(Stored items)
:::::
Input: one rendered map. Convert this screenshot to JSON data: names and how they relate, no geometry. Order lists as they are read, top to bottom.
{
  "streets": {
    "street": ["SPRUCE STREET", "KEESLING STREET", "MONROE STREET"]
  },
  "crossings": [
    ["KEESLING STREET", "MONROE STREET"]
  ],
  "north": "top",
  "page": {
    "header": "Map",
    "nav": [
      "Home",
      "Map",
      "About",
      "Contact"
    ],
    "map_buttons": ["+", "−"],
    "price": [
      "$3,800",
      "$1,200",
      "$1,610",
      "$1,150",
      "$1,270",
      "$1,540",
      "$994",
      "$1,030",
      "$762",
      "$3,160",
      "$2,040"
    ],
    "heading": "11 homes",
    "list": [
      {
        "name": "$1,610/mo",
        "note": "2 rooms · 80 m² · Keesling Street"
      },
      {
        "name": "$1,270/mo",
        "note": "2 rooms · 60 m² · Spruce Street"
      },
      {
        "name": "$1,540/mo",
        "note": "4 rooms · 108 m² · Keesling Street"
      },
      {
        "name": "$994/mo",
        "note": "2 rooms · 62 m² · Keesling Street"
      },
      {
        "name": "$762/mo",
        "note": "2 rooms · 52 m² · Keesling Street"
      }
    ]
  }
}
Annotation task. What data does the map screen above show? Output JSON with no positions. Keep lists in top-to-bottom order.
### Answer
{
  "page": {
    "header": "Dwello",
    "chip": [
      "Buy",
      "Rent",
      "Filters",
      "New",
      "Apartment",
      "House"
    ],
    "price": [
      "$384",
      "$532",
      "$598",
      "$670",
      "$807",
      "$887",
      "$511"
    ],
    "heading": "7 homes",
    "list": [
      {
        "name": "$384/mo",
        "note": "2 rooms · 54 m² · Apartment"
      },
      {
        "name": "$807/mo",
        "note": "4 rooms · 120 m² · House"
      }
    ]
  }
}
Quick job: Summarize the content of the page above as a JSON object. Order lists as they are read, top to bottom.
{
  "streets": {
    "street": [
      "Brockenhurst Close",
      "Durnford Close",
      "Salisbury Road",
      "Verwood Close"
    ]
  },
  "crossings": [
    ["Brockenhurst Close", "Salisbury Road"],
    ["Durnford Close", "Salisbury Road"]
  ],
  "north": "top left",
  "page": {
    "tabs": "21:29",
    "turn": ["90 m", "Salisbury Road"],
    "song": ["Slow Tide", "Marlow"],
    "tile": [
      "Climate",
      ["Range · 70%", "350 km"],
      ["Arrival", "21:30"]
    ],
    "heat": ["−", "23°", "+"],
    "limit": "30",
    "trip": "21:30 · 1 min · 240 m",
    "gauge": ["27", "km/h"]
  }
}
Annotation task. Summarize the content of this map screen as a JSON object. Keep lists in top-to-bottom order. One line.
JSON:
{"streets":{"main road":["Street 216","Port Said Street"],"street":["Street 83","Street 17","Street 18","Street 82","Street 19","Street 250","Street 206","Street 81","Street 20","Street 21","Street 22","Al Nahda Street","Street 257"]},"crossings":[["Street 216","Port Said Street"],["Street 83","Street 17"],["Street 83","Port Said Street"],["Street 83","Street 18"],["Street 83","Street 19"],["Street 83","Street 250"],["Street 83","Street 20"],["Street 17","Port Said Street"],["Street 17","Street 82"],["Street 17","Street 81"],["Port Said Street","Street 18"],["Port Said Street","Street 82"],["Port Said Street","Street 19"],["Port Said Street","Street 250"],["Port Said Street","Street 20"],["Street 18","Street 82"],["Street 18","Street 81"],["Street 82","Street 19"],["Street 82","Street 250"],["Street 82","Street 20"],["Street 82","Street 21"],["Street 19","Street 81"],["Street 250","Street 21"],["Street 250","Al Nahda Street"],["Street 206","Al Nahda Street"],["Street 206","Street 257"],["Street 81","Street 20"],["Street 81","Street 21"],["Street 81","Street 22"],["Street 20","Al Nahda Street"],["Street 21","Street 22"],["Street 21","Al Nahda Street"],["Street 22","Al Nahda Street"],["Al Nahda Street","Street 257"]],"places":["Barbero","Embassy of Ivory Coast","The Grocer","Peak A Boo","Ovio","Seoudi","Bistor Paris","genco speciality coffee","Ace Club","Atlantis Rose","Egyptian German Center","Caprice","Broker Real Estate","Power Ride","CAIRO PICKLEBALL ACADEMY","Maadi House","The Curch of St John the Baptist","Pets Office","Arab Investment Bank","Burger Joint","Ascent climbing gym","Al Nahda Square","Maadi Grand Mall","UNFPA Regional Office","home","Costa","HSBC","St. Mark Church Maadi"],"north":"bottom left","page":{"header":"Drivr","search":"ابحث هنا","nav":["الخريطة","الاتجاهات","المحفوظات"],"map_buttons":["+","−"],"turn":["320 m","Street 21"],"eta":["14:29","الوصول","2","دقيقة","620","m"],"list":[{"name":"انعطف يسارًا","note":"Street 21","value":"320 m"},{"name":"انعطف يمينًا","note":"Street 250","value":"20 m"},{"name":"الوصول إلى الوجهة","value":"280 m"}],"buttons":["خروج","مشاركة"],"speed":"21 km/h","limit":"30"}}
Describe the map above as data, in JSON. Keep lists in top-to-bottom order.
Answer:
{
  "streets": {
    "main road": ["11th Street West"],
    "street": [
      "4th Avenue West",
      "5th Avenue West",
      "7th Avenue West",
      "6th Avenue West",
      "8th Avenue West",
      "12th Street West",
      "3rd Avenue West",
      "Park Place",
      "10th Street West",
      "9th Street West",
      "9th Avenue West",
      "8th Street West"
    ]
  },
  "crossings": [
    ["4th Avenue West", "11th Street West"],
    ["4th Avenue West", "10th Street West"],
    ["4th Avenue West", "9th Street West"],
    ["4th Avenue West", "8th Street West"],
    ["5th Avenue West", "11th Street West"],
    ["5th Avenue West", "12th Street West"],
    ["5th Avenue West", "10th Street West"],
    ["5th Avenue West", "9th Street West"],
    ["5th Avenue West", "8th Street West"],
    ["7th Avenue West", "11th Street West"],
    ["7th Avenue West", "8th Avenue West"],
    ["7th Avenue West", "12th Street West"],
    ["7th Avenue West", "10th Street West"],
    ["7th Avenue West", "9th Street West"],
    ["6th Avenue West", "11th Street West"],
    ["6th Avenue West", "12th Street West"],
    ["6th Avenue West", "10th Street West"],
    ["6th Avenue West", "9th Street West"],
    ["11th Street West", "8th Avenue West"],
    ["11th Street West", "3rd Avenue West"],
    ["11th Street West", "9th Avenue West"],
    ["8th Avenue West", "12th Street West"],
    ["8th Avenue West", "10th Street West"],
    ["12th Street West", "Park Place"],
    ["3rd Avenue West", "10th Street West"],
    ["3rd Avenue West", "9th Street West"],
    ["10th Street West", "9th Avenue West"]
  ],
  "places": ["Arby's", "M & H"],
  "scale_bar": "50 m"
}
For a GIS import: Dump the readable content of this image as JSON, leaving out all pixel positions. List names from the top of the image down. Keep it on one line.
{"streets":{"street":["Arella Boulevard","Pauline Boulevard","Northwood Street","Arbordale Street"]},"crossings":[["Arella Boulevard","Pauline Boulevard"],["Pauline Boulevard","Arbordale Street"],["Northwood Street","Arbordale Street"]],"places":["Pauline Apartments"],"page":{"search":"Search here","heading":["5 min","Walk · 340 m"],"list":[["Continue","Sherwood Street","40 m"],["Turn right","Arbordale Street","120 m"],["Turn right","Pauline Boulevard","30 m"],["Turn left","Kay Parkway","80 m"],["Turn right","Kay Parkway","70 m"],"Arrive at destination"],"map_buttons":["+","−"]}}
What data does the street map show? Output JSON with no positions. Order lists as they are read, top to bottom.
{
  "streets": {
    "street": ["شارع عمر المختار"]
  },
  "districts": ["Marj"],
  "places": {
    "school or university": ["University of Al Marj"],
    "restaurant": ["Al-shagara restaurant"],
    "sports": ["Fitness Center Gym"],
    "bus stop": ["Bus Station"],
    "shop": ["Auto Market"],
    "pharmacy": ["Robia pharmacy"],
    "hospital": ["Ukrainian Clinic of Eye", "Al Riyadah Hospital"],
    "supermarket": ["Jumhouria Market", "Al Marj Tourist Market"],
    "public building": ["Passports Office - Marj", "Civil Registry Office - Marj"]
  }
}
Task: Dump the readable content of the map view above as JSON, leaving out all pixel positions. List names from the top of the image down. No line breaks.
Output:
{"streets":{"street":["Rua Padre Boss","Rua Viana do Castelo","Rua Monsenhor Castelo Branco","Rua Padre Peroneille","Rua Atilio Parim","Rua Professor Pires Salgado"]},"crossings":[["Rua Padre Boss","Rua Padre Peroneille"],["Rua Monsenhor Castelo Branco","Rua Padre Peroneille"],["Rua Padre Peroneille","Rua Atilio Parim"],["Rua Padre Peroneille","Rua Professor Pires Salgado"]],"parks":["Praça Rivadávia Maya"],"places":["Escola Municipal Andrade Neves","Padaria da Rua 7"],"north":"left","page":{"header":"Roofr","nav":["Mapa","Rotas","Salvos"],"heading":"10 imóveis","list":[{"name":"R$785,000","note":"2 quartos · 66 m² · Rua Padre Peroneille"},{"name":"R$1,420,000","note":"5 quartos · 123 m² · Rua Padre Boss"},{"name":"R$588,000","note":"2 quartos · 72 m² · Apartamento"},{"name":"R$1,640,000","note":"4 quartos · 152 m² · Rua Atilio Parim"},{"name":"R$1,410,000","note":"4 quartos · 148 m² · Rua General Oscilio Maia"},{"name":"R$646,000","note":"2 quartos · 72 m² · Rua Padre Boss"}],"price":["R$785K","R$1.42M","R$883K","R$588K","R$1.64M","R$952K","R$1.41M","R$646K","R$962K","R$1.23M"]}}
:::::
Your instructions.
The word "readable" occurs in some lines of the data above; report how many such lines there are, with no other words.

Your response.
2